RSM's Andrew Hubbard warns of potential conflict over the Finance Bill, thanks to Brexit.
Update - the amendment was approved, such that the government's taxing powers are restricted in the event of a "no-deal Brexit"
Ahead of tomorrow’s parliamentary debate on the Finance Bill, one minor technical clause has the potential to create real problems for the government.
Clause 89 is headed ‘minor amendments in consequence of EU withdrawal’, which could also be called a ‘keeping the lights on’ clause. It allows the Treasury to make regulations to ensure that the tax system continues to operate as it does now if there is a no-deal Brexit. The sort of thing it is intended to deal with is changes in definitions, for example to allow reference to ‘the EU’ to be replaced with references to ‘the EU and the UK’: in other words minor drafting amendments.
The first point to note is that although the word minor appears in the heading it does not actually appear in the draft legislation itself. The clause allows the Treasury to make ‘such provisions as they consider appropriate for the purpose of maintaining the effect of any tax legislation (other than VAT, Customs or Excise duties)’. This means that any changes could be made, provided they preserve the effect of existing legislation. That is an astonishingly wide power, not least because it assumes that it is clear what the effect of the existing legislation actually is. Readers of this bulletin will know that courts have regularly tied themselves up in knots when faced with that problem.
What has brought this clause out of the shade normally reserved for the back pages of the Finance Bill is the tabling of an amendment by a senior cross-party group of MPs. The effect of the amendment would be to prevent clause 89 from having effect unless Parliament had approved a negotiated withdrawal agreement; the Government had requested an extension to the article 50 withdrawal period; or Parliament had approved leaving the UK without an exit agreement. In other circumstances, i.e. a no-deal Brexit not approved by Parliament, clause 89 would not come into effect.

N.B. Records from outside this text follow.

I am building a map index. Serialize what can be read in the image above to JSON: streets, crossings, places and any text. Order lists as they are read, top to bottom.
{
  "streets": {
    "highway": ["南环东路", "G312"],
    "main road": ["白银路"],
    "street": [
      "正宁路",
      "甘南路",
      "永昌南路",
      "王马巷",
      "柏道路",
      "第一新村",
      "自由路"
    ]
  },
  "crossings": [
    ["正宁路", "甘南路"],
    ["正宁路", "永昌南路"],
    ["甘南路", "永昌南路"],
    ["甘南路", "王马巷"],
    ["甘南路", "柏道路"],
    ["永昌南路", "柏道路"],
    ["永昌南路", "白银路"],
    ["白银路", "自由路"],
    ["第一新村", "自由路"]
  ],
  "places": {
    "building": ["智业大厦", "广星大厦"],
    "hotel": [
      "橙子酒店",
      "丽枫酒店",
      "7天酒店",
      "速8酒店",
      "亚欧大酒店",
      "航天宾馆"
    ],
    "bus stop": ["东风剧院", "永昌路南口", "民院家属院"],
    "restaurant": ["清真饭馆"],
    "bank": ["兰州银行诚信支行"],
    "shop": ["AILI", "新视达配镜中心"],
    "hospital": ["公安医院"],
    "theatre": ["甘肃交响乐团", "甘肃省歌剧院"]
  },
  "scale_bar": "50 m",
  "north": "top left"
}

It is difficult to judge how much difficulty would actually be created if the amendment were to be accepted by Parliament (at the time of writing it is not certain that it will actually be put to a vote). If problems did emerge following a no-deal Brexit, the Government would still be able to amend tax legislation in the normal way by introducing new clauses into a future Finance Bill or even introducing an emergency bill, but of course that would be a much more cumbersome process than giving the treasury power to make regulations. There would be a much higher level of Parliamentary scrutiny and the potential for endless arguments. So, even if the clause were passed and there was a no-deal Brexit, the system could still function.
But there is no doubt that if the clause were passed it would represent a huge challenge to the authority of the Government and would increase yet further pressure to find a negotiated way out of the current deadlock.